The raise statement in Python is used to explicitly raise an exception, thereby interrupting the normal flow of the program. By raising an exception, developers can handle unexpected situations, validate input, and ensure that errors are properly handled and reported.

Syntax

Here, ExceptionType represents the specific exception class that you want to raise. Optionally, you can pass additional arguments to the exception class.

Raising Built-in Exceptions

Python provides a wide range of built-in exception classes that cover various error scenarios. These exceptions are part of the standard library and can be raised using the 'raise' statement.

raise ValueError("Invalid value provided")
raise FileNotFoundError("File not found")

By specifying the appropriate exception class and providing a meaningful error message, you can communicate the exact nature of the error to the developer or end user.

Creating Custom Exceptions

In addition to the built-in exceptions, Python allows you to define custom exception classes. This can be useful when you want to handle specific types of errors that are not covered by the built-in exceptions.

import math
 
def calculate_square_root(number):
    if number < 0:
        raise ValueError("Cannot calculate square root of a negative number.")
    else:
        return math.sqrt(number)
        
try:
    result = calculate_square_root(-4)
except ValueError as e:
    print(e)

• Output

Cannot calculate square root of a negative number.

• In this case, the calculate_square_root() function call within the try block passes a negative number (-4) as an argument. Since this violates the condition in the function, a ValueError exception is raised.

• The except ValueErroras e block catches the ValueError exception specifically. The as e part assigns the caught exception object to the variable e, allowing us to access its properties.
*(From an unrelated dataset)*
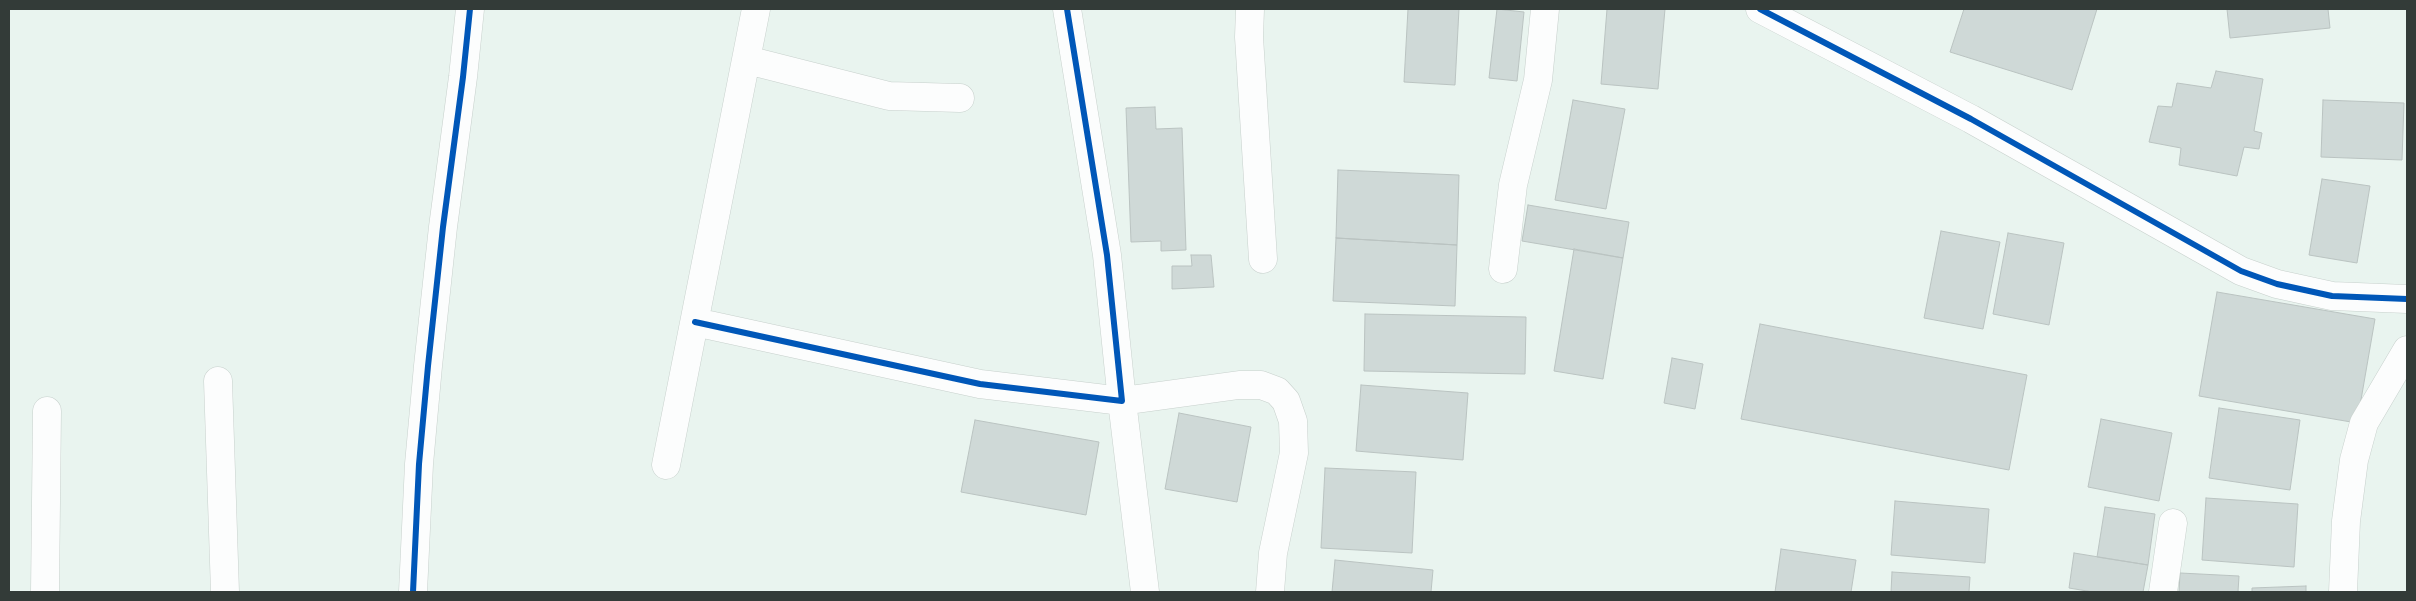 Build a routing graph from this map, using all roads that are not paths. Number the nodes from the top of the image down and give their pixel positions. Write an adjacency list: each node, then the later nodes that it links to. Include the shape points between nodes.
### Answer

• Within the except block, the code print(e) is executed, which prints the error message associated with the ValueError exception. In this case, it will display "Cannot calculate square root of a negative number."
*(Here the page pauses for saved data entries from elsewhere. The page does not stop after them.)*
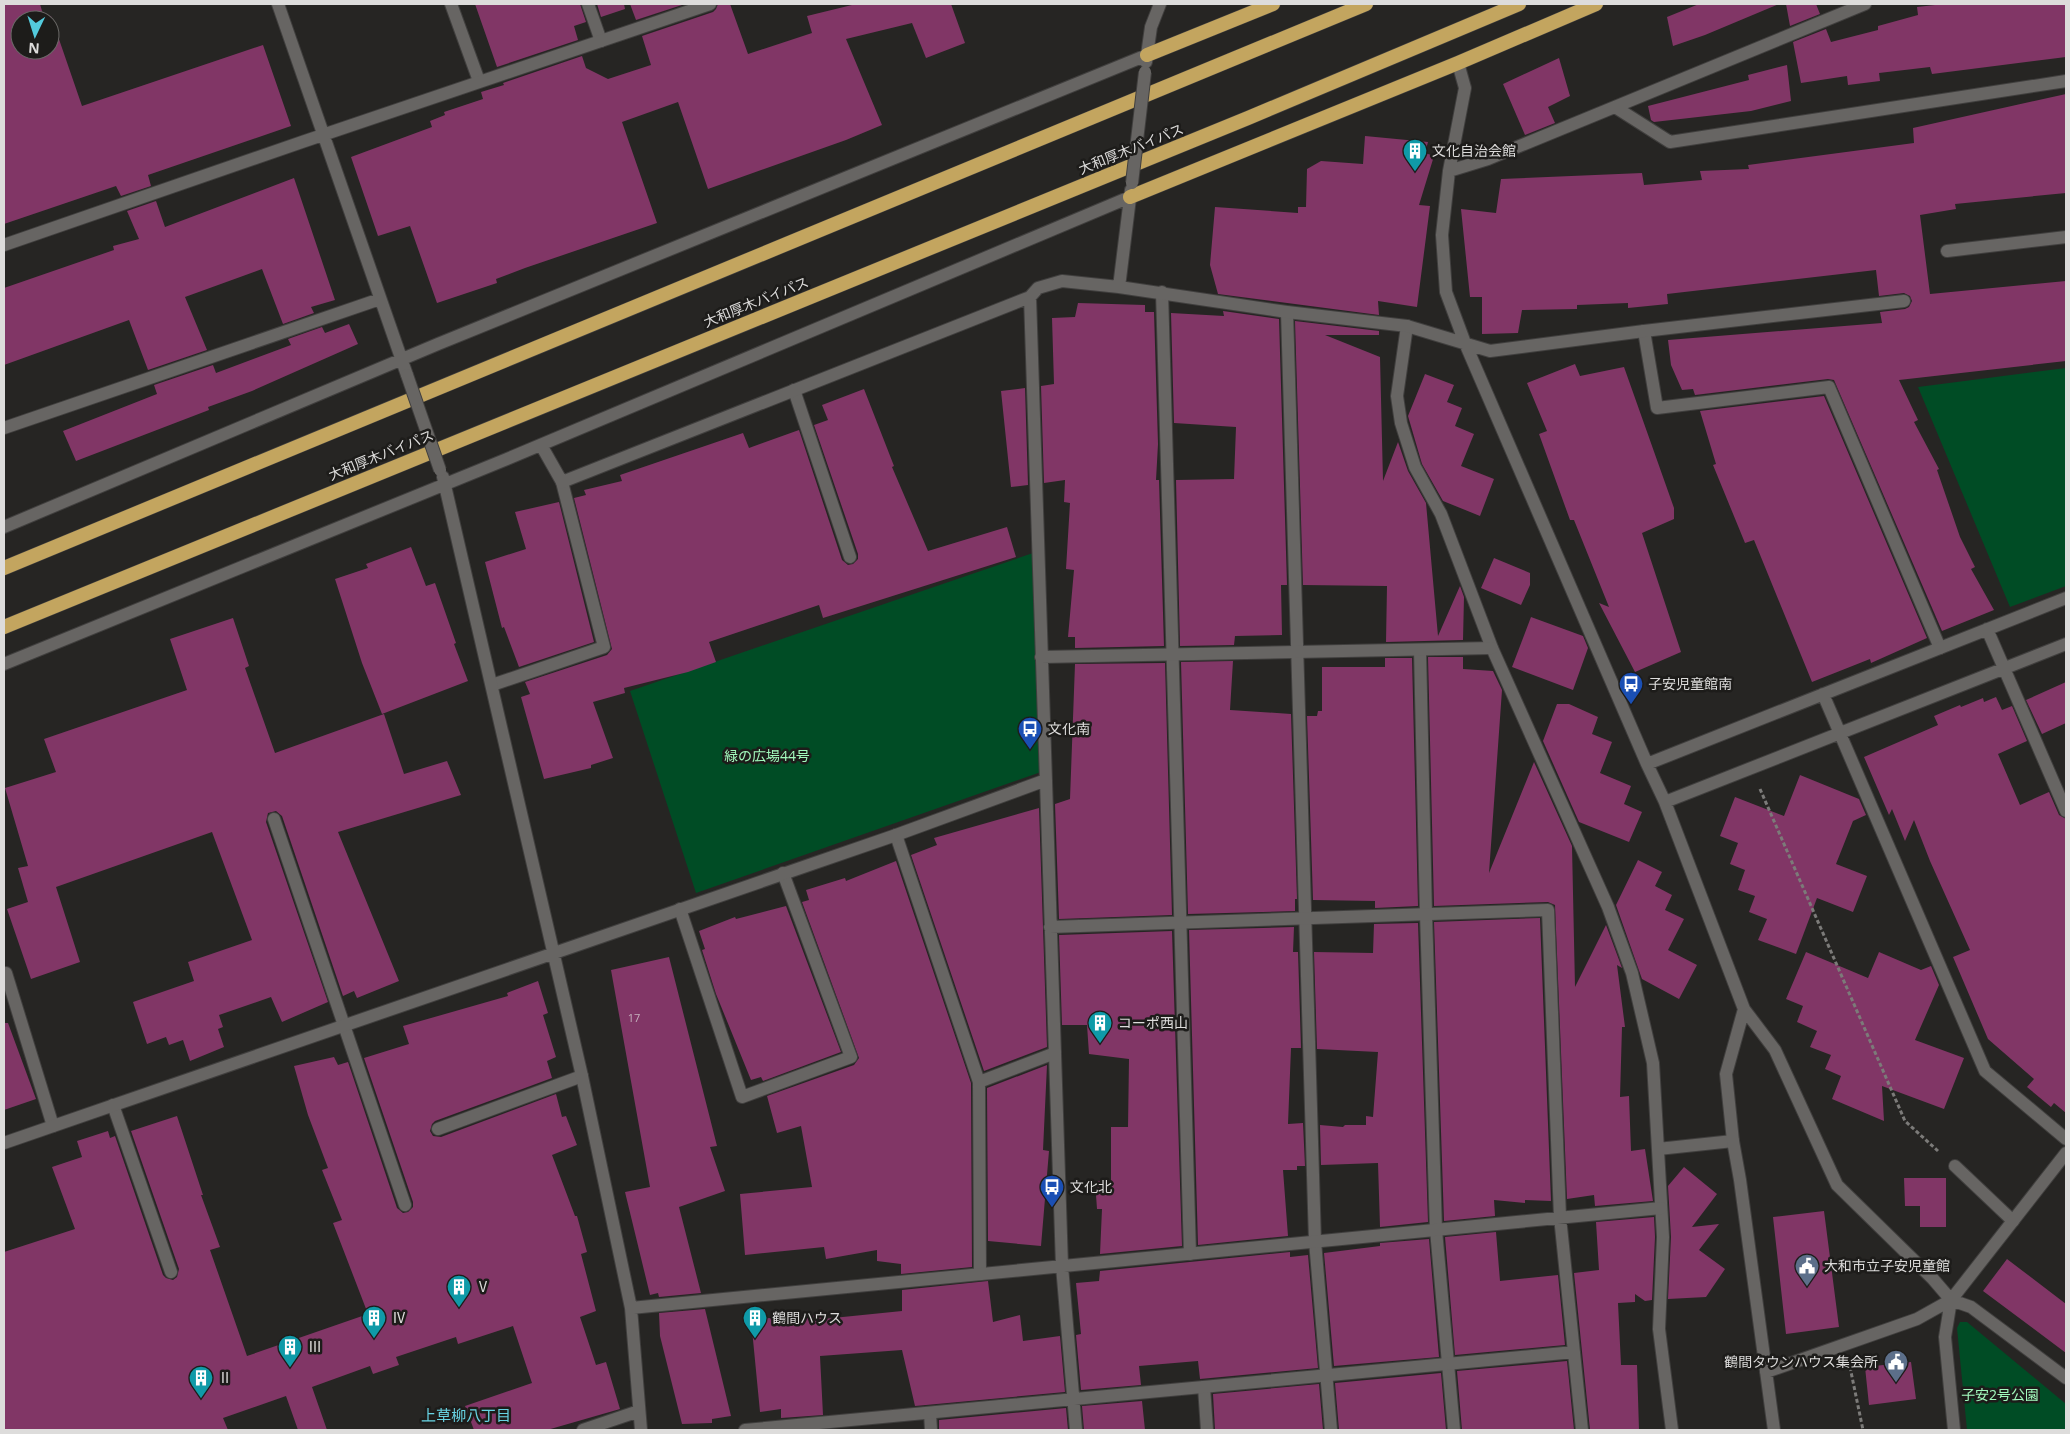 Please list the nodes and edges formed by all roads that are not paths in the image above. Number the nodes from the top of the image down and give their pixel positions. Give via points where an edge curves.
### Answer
1 (278, 4) edge
2 (451, 4) edge
3 (588, 4) edge
4 (710, 4) edge
5 (1160, 4) edge
6 (1273, 4) edge
7 (1366, 4) edge
8 (1519, 4) edge
9 (1596, 4) edge
10 (1865, 4) edge
11 (601, 41) junction
12 (1147, 55) junction
13 (1458, 63) junction
14 (480, 81) junction
15 (2066, 81) edge
16 (1615, 107) junction
17 (323, 134) junction
18 (1449, 171) junction
19 (1131, 190) junction
20 (2066, 237) edge
21 (4, 245) edge
22 (1947, 251) dead end
23 (1119, 287) junction
24 (1162, 292) junction
25 (1030, 298) junction
26 (380, 299) junction
27 (1904, 301) dead end
28 (1287, 312) junction
29 (1407, 326) junction
30 (1644, 331) junction
31 (1465, 344) junction
32 (401, 359) junction
33 (794, 390) junction
34 (4, 428) edge
35 (541, 444) junction
36 (562, 482) junction
37 (445, 483) junction
38 (4, 527) edge
39 (850, 557) dead end
40 (4, 568) edge
41 (2066, 598) edge
42 (4, 627) edge
43 (1987, 629) junction
44 (2066, 644) edge
45 (1492, 648) junction
46 (1940, 648) junction
47 (1420, 650) junction
48 (1296, 652) junction
49 (1173, 654) junction
50 (1041, 657) junction
51 (4, 664) edge
52 (2004, 668) junction
53 (492, 685) junction
54 (1823, 694) junction
55 (1840, 733) junction
56 (1647, 764) junction
57 (1046, 780) junction
58 (1665, 802) junction
59 (2066, 811) edge
60 (274, 819) dead end
61 (896, 835) junction
62 (783, 874) junction
63 (680, 910) junction
64 (1426, 914) junction
65 (1304, 918) junction
66 (1180, 923) junction
67 (1050, 927) junction
68 (554, 953) junction
69 (6, 973) dead end
70 (1744, 1009) junction
71 (346, 1025) junction
72 (1055, 1053) junction
73 (582, 1076) junction
74 (979, 1082) junction
75 (113, 1105) junction
76 (53, 1126) junction
77 (438, 1129) dead end
78 (2066, 1138) edge
79 (1733, 1141) junction
80 (4, 1143) edge
81 (1658, 1149) junction
82 (2066, 1153) edge
83 (1955, 1166) road end
84 (405, 1205) dead end
85 (1661, 1208) junction
86 (1560, 1218) junction
87 (2012, 1221) junction
88 (1436, 1230) junction
89 (1315, 1241) junction
90 (1190, 1254) junction
91 (1062, 1266) junction
92 (171, 1272) dead end
93 (980, 1274) junction
94 (1951, 1300) junction
95 (631, 1308) junction
96 (1574, 1352) junction
97 (1448, 1364) junction
98 (1766, 1372) junction
99 (1326, 1376) junction
100 (2066, 1378) edge
101 (1204, 1387) junction
102 (1073, 1400) junction
103 (640, 1411) junction
104 (930, 1413) junction
105 (793, 1428) edge
106 (583, 1430) edge
107 (641, 1430) edge
108 (745, 1430) edge
109 (931, 1430) edge
110 (1076, 1430) edge
111 (1207, 1430) edge
112 (1331, 1430) edge
113 (1454, 1430) edge
114 (1582, 1430) edge
115 (1672, 1430) edge
116 (1774, 1430) edge
117 (1954, 1430) edge

1 - 17 street
2 - 14 street
3 - 11 street
4 - 11 street
5 - 12 street via 1151,27
6 - 12 highway
7 - 40 highway
8 - 42 highway, 大和厚木バイパス via 1220,130
9 - 13 highway
10 - 16 street
11 - 14 street
12 - 19 street, bridge
12 - 32 street
13 - 18 street via 1464,88
13 - 19 highway
14 - 17 street
15 - 16 street via 1670,142
16 - 18 street via 1488,159
17 - 21 street
17 - 26 street
18 - 31 street via 1442,235 1446,292
19 - 23 street
19 - 35 street
20 - 22 street
23 - 24 street
23 - 25 street via 1062,281 1038,288
24 - 28 street
24 - 49 street
25 - 33 street
25 - 50 street
26 - 32 street
26 - 34 street
27 - 30 street
28 - 29 street
28 - 48 street
29 - 31 street
29 - 45 street via 1397,396 1402,423 1415,467 1441,514
30 - 31 street via 1490,351
30 - 46 street via 1657,408 1829,387
31 - 56 street
32 - 37 street, bridge
32 - 38 street
33 - 36 street
33 - 39 street
35 - 36 street
35 - 37 street
36 - 53 street via 604,647
37 - 51 street
37 - 53 street
41 - 43 street
43 - 46 street
43 - 52 street
44 - 52 street
45 - 47 street
45 - 81 street via 1608,908 1632,973 1653,1063
46 - 54 street
47 - 48 street
47 - 64 street
48 - 49 street
48 - 65 street
49 - 50 street
49 - 66 street
50 - 57 street
52 - 55 street
52 - 59 street
53 - 68 street
54 - 55 street
54 - 56 street
55 - 58 street
55 - 78 street via 1985,1071
56 - 58 street
57 - 61 street
57 - 67 street
58 - 70 street
60 - 71 street
61 - 62 street
61 - 74 street
62 - 63 street
62 - 63 street via 851,1057 742,1097
63 - 68 street
64 - 65 street
64 - 86 street via 1548,910
64 - 88 street
65 - 66 street
65 - 89 street
66 - 67 street
66 - 90 street
67 - 72 street
68 - 71 street
68 - 73 street
69 - 76 street
70 - 79 street via 1726,1074
70 - 94 street via 1775,1050 1837,1185
71 - 75 street
71 - 84 street
72 - 74 street
72 - 91 street
73 - 77 street
73 - 95 street
74 - 93 street
75 - 76 street
75 - 92 street
76 - 80 street
79 - 81 street
79 - 98 street
81 - 85 street
82 - 87 street
83 - 87 street
85 - 86 street
85 - 115 street via 1663,1237 1658,1329
86 - 88 street
86 - 96 street
87 - 94 street
88 - 89 street
88 - 97 street
89 - 90 street
89 - 99 street
90 - 91 street
91 - 93 street
91 - 102 street
93 - 95 street
94 - 98 street via 1917,1319
94 - 100 street via 1971,1307
94 - 117 street via 1944,1337
95 - 103 street
96 - 97 street
96 - 114 street
97 - 99 street
97 - 113 street
98 - 116 street
99 - 101 street
99 - 112 street
101 - 102 street
101 - 111 street
102 - 104 street
102 - 110 street
103 - 106 street
103 - 107 street
104 - 105 street
104 - 109 street
105 - 108 street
• If there were additional code following the except block, it would execute regardless of whether an exception occurred or not.

Logical Errors

Logical errors, also known as semantic errors, occur when the program runs without raising any exceptions but produces incorrect results. These errors are often harder to detect and fix since they are not caused by syntax or runtime issues but rather flawed program logic.
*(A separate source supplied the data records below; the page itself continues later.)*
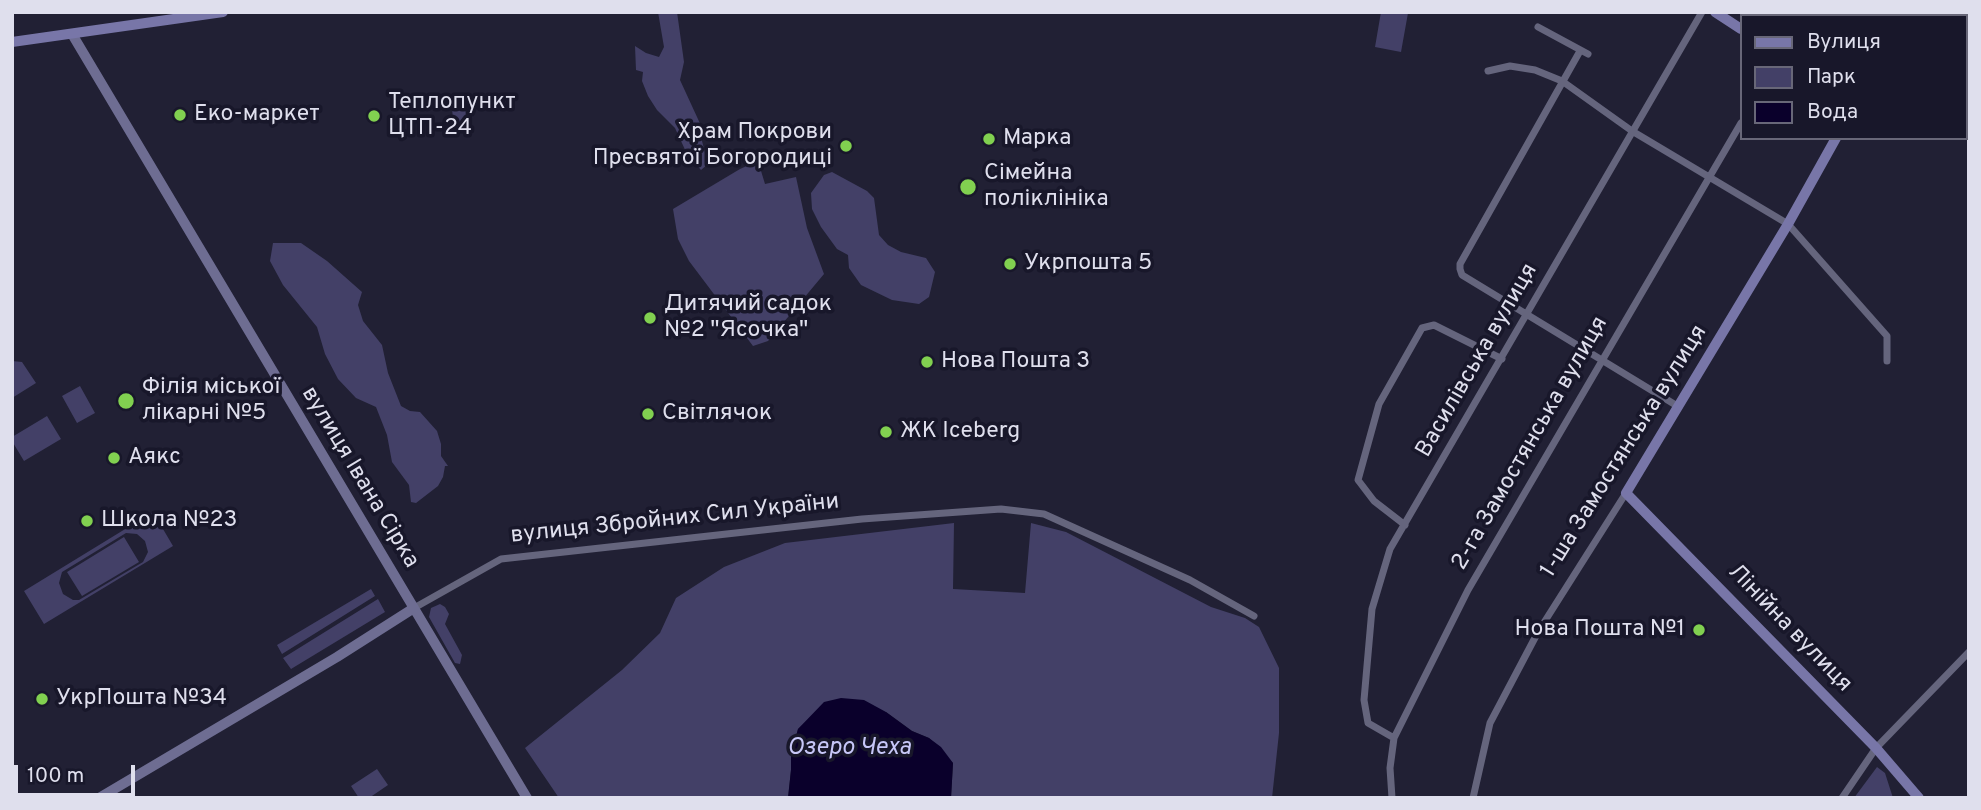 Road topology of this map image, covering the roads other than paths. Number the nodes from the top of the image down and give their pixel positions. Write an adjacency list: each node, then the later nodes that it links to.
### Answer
1 (223, 12): 6 (main road)
2 (1702, 12): 11 (street, Василівська вулиця)
3 (1715, 12): 5 (main road)
4 (1538, 27): 9 (street)
5 (1740, 28)
6 (72, 34): 7 (main road); 22 (street, вулиця Івана Сірка)
7 (12, 42)
8 (1488, 71): 9 (street)
9 (1562, 81): 11 (street); 15 (street)
10 (1740, 125): 13 (street, 2-га Замостянська вулиця)
11 (1632, 131): 13 (street); 15 (street, Василівська вулиця)
12 (1835, 140): 14 (main road, 1-ша Замостянська вулиця)
13 (1711, 176): 14 (street); 18 (street, 2-га Замостянська вулиця)
14 (1788, 224): 17 (street); 19 (main road, 1-ша Замостянська вулиця)
15 (1527, 316): 16 (street, Василівська вулиця); 18 (street)
16 (1502, 359): 21 (street, Василівська вулиця); 21 (street)
17 (1887, 360)
18 (1602, 362): 19 (street); 25 (street, 2-га Замостянська вулиця)
19 (1679, 407): 20 (main road, 1-ша Замостянська вулиця)
20 (1626, 493): 26 (main road, Лінійна вулиця); 30 (street, 1-ша Замостянська вулиця)
21 (1405, 525): 25 (street, Василівська вулиця)
22 (414, 608): 23 (street, вулиця Збройних Сил України); 27 (street, вулиця Збройних Сил України); 28 (street, вулиця Івана Сірка)
23 (1255, 616)
24 (1969, 652): 26 (street)
25 (1394, 738): 29 (street, 2-га Замостянська вулиця)
26 (1876, 748): 31 (street); 32 (main road, Лінійна вулиця)
27 (99, 798)
28 (527, 798)
29 (1392, 798)
30 (1473, 798)
31 (1842, 798)
32 (1919, 798)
# Logical Error: Incorrect condition
age = 25
 
if age > 18 or age < 65:
    print("You are eligible to vote.")
else:
    print("You are not eligible to vote.")

the code intends to check if a person is eligible to vote based on their age. However, there is a logical error in the condition. The condition age > 18 or age < 65 will evaluate to True for any age value, including ages below 18 and above 65.

To fix this logical error, the condition should be modified to use the logical AND (and) operator instead of the logical OR (or) operator:

age = 25
 
if age >= 18 and age <= 65:
    print("You are eligible to vote.")
else:
    print("You are not eligible to vote.")

By using the logical AND operator, the condition ensures that the age is both greater than or equal to 18 and less than or equal to 65 for the person to be eligible to vote. Logical errors can have significant implications on the correctness and reliability of the program, and careful attention to the logic is essential for accurate results.

Exception handling in Python is crucial for dealing with errors and unexpected situations during program execution. It allows developers to handle exceptions gracefully, recover from errors, and maintain program stability. By using try-except blocks, specific exceptions can be caught and appropriate actions can be taken. Exception handling improves the reliability, robustness, and user experience of Python programs.